O porta-voz do Ministério das Relações Exteriores, Esmaeil Baqaei, saudou a decisão de um juiz francês sobre a detenção de Esfandiari, uma mulher iraniana de 35 anos, professora universitária que vive em Lyon há oito anos.
Ele também indicou em uma coletiva de imprensa que o Ministério das Relações Exteriores continuará seus esforços para garantir que a cidadã iraniana seja "completamente libertada e devolvida ao seu país de origem". Teerã já havia aludido que ela havia sido detida por expressar apoio ao "povo palestino oprimido" nas mídias sociais.
As autoridades francesas não confirmaram a decisão do tribunal. Isso ocorre depois que o governo francês criticou, na última quinta-feira, a sentença imposta por um tribunal iraniano contra os cidadãos franceses Cécile Kohler e Jacques Paris, presos em 2022 e acusados de espionagem para os serviços de inteligência franceses e de realizar trabalhos de espionagem em nome de Israel e da França.

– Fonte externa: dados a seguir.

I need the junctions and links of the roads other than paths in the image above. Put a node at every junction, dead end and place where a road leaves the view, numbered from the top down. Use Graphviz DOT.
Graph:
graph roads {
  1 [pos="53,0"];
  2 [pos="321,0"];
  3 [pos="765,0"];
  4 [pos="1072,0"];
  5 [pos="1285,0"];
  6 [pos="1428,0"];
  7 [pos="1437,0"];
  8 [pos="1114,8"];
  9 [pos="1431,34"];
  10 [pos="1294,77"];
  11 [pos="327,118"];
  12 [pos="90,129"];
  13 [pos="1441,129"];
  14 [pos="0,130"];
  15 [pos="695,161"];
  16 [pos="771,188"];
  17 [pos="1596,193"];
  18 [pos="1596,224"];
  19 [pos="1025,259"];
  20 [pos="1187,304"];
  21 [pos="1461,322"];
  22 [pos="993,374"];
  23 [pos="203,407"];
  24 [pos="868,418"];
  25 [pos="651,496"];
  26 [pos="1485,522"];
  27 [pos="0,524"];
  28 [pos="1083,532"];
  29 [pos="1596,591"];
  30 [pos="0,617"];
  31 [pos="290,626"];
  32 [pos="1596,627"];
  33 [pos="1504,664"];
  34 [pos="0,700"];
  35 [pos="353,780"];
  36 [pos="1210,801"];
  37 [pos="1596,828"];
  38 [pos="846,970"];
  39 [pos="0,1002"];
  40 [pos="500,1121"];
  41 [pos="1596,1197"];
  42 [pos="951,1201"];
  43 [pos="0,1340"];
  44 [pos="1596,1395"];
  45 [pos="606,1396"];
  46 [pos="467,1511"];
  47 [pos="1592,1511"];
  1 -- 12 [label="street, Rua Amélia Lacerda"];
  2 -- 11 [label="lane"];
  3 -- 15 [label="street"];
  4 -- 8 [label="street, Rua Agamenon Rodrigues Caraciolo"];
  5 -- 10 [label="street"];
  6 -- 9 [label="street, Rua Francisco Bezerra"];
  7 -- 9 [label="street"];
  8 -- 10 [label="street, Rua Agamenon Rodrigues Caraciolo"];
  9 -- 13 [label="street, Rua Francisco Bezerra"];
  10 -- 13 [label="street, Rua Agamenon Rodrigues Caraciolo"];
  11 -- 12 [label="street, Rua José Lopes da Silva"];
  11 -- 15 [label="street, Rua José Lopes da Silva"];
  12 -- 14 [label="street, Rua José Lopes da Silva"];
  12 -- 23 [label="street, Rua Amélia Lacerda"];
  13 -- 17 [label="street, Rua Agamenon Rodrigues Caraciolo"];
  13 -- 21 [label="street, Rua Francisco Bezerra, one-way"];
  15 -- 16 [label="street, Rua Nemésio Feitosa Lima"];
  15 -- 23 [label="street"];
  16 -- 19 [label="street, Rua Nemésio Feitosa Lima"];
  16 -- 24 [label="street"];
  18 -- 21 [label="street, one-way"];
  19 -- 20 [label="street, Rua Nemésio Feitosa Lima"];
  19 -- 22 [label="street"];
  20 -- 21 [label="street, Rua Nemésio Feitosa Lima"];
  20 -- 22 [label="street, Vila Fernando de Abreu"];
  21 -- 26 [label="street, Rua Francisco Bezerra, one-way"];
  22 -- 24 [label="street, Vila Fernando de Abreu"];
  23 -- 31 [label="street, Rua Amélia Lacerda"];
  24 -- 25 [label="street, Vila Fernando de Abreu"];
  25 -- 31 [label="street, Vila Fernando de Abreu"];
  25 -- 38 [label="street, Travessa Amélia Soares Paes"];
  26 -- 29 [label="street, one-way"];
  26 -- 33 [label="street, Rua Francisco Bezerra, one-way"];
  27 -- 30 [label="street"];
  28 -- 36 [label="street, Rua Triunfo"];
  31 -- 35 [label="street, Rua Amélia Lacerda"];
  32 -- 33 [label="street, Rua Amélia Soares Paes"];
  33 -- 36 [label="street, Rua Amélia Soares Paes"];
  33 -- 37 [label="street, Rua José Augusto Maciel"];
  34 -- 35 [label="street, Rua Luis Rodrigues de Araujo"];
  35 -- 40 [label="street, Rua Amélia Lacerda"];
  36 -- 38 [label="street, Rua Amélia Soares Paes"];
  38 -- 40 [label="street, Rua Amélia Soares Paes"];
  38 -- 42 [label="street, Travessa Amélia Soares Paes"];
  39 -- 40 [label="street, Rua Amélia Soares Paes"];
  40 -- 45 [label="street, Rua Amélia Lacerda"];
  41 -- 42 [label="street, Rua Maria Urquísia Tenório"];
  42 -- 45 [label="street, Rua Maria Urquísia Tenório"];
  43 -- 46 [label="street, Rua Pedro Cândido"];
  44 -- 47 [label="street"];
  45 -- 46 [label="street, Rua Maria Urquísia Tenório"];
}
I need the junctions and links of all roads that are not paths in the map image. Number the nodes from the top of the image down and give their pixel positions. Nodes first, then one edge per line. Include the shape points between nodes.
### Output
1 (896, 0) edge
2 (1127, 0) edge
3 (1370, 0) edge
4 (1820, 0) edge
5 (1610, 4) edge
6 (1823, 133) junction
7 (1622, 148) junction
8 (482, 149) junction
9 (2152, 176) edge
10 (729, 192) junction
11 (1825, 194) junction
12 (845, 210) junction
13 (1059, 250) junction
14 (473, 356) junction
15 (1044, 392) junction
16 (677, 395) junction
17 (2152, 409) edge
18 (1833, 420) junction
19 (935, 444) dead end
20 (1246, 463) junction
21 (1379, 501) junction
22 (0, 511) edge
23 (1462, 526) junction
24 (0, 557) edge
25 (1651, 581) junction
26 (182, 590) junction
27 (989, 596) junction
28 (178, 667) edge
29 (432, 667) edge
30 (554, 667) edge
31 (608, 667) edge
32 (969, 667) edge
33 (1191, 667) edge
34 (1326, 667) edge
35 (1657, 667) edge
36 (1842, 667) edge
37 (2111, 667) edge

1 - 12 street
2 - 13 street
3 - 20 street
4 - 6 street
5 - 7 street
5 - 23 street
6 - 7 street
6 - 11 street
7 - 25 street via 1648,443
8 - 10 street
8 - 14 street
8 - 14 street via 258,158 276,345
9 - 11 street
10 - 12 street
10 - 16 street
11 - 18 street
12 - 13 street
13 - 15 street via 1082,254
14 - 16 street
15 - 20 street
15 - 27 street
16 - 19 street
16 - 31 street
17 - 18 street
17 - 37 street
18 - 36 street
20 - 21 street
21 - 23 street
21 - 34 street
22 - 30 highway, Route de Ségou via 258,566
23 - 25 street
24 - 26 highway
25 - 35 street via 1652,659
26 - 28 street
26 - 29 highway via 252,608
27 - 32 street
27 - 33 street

Teerã disse que há "a vontade necessária" para concluir um acordo de troca de prisioneiros, apontando para a possibilidade de Kohler e Paris fazerem parte desse processo. "Estamos acompanhando essa questão com seriedade", disse Baqaei na segunda-feira.
As autoridades francesas pediram repetidamente ao Irã que libertasse os detentos mantidos em solo iraniano e denunciaram as acusações contra eles como infundadas, enquanto Teerã disse que não tem nenhum papel a desempenhar e defendeu a independência do aparato judicial do país.